舞台挨拶で監督が「これからもずっと鳥取を舞台にした映画を撮りたい」
とおっしゃっていたように、監督の地元に対する愛が込められた作品だった。

そして本日でオフシアターにノミネートされたすべての作品の上映が終わり、
審査員としては夜に控えた最終審査の会議を残すのみとなった。
会議までの時間で、会場前のストーブパーティーに少しだけ顔を出し、
夜の審査に控える。この三日間で触れたすべての作品を審査するということは、
こんなにも難しく、責任のあることなのかと改めて痛感する。

ストーブパーティーから離れ一人で外に座り、最終会議までの時間を悩みつつ
過ごす。
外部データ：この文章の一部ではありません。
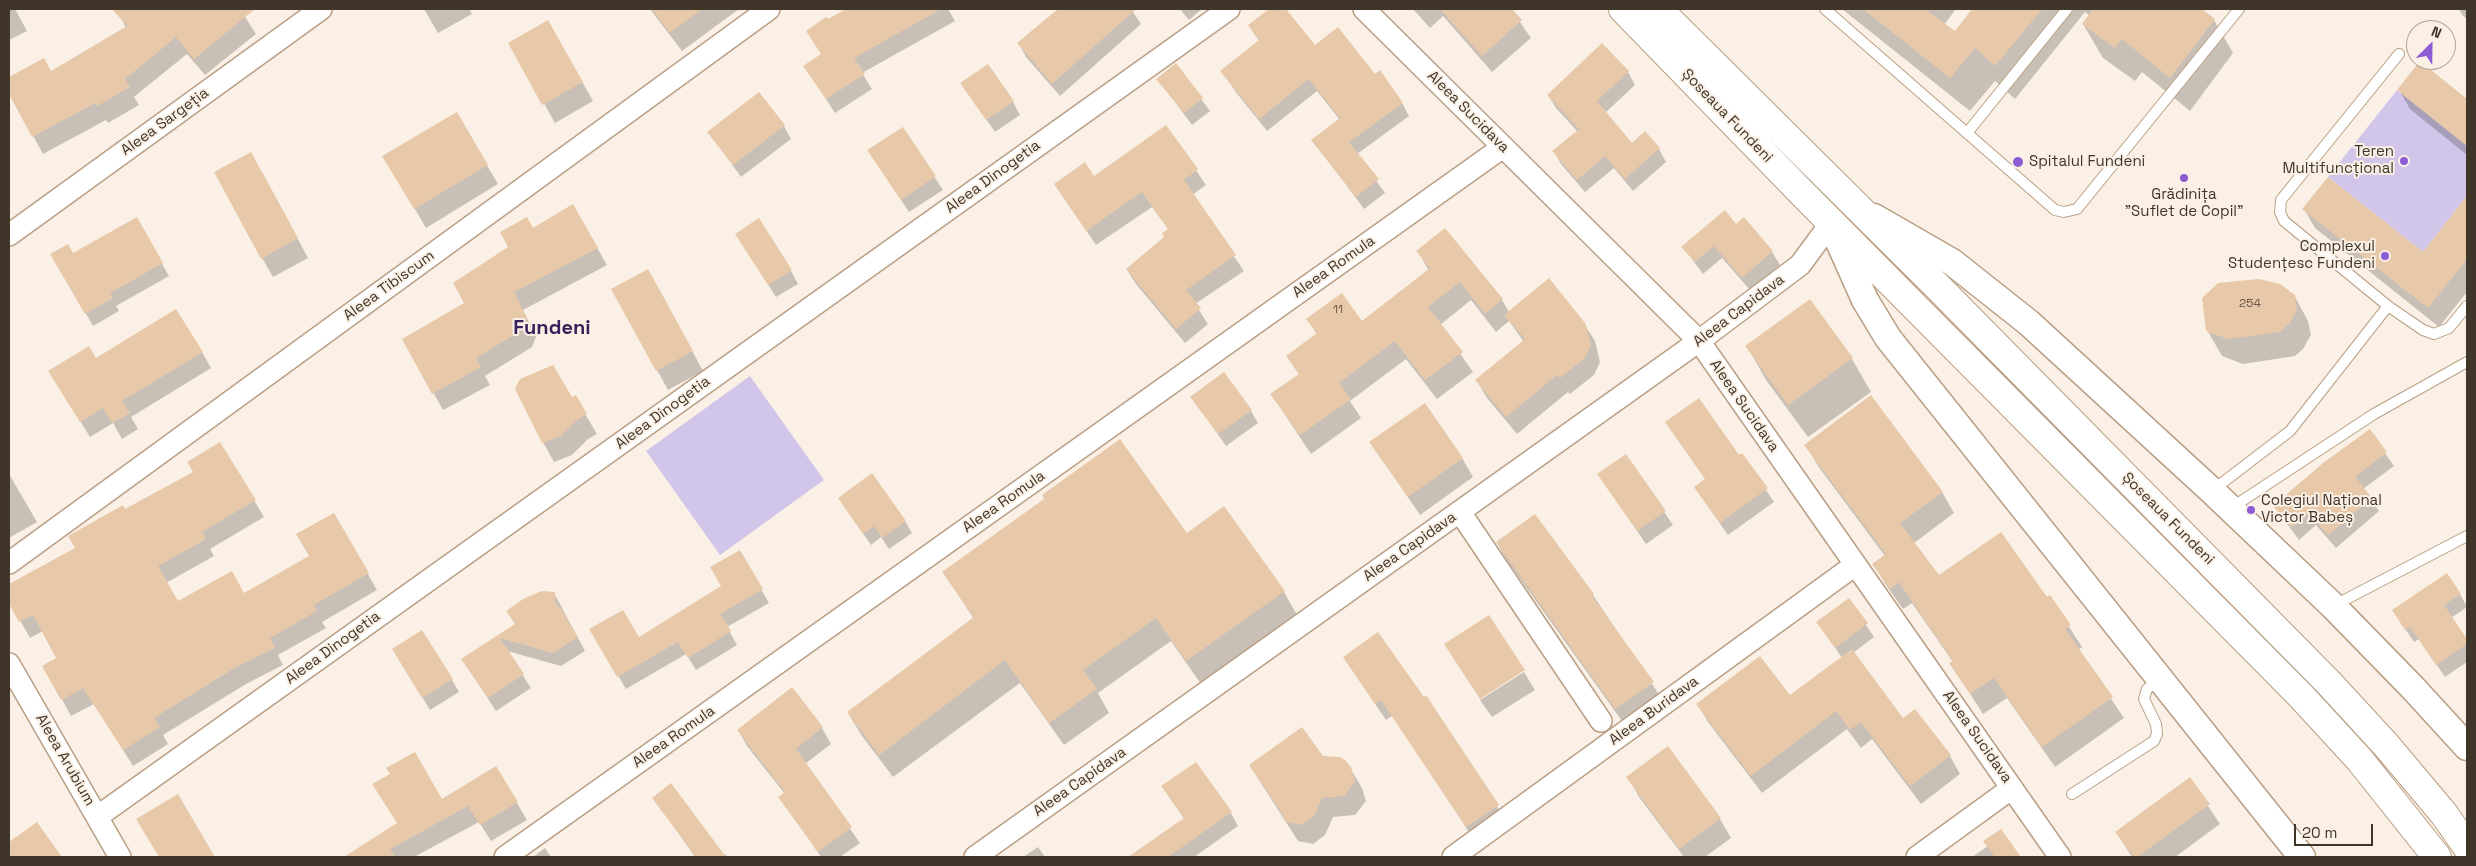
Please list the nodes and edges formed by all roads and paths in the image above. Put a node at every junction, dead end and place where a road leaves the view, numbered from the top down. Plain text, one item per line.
1 (321, 9) edge
2 (769, 9) edge
3 (1229, 9) edge
4 (1364, 9) edge
5 (1623, 9) edge
6 (1658, 9) edge
7 (1825, 9) edge
8 (2067, 9) edge
9 (2239, 9) edge
10 (2399, 54) dead end
11 (1967, 133) junction
12 (1503, 147) junction
13 (1853, 205) junction
14 (1831, 223) junction
15 (9, 235) edge
16 (2388, 306) junction
17 (2467, 306) edge
18 (1699, 341) junction
19 (2467, 362) edge
20 (2212, 491) junction
21 (2230, 509) junction
22 (1460, 512) junction
23 (2467, 536) edge
24 (9, 563) edge
25 (1855, 565) junction
26 (2332, 606) junction
27 (9, 664) edge
28 (2159, 678) junction
29 (1601, 721) dead end
30 (2467, 747) edge
31 (2012, 788) junction
32 (2072, 794) dead end
33 (97, 817) junction
34 (2467, 847) edge
35 (120, 857) edge
36 (505, 857) edge
37 (975, 857) edge
38 (1453, 857) edge
39 (1917, 857) edge
40 (2060, 857) edge
41 (2302, 857) edge
42 (2437, 857) edge

1 - 15 street, Aleea Sargeția
2 - 24 street, Aleea Tibiscum
3 - 33 street, Aleea Dinogetia
4 - 12 street, Aleea Sucidava
5 - 14 main road, Șoseaua Fundeni
6 - 13 main road, Șoseaua Fundeni
7 - 11 lane
8 - 11 lane
9 - 11 lane
10 - 16 lane
12 - 18 street, Aleea Sucidava
12 - 36 street, Aleea Romula
13 - 20 street, Șoseaua Fundeni
13 - 34 main road, Șoseaua Fundeni
14 - 18 street, Aleea Capidava
14 - 28 street, Șoseaua Fundeni
14 - 42 main road, Șoseaua Fundeni
16 - 17 lane
16 - 20 lane
18 - 22 street, Aleea Capidava
18 - 25 street, Aleea Sucidava
19 - 21 lane
20 - 21 street, Șoseaua Fundeni
21 - 26 street, Șoseaua Fundeni
22 - 29 street
22 - 37 street, Aleea Capidava
23 - 26 lane
25 - 31 street, Aleea Sucidava
25 - 38 street, Aleea Buridava
26 - 30 street, Șoseaua Fundeni
27 - 33 street, Aleea Arubium
28 - 32 lane
28 - 41 street, Șoseaua Fundeni
31 - 39 street
31 - 40 street, Aleea Sucidava
33 - 35 street, Aleea Arubium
控室に用意されたお弁当もなかなか喉を通らない。
何度も控室と会場の外を行ったり来たりしながら、夜の夕張の寒さが全く
気にならなかったのは、きっと緊張していたからなんだろう。

そしていよいよ最終審査の時間がやってきて、会議スタート。
私たちオフシアター・コンペディションの審査は、当初予定していた時間を
大幅に超え、熱い会議は遅くまで続いた。

そして審査を終え、今夜はいよいよ西造イベントだ。
夜の10時半からの予定に少し遅れそうになりながら、慌てて会場に向かう。
審査員としての仕事も大切。けれど西村さんとのイベントも、私にとってとても
大切なものだ。雪の中をてくてくと歩きながら会場へ向かう。
楽しみだなあ、盛り上がるといいな、そう思いながら会場までの道を歩いて向かった。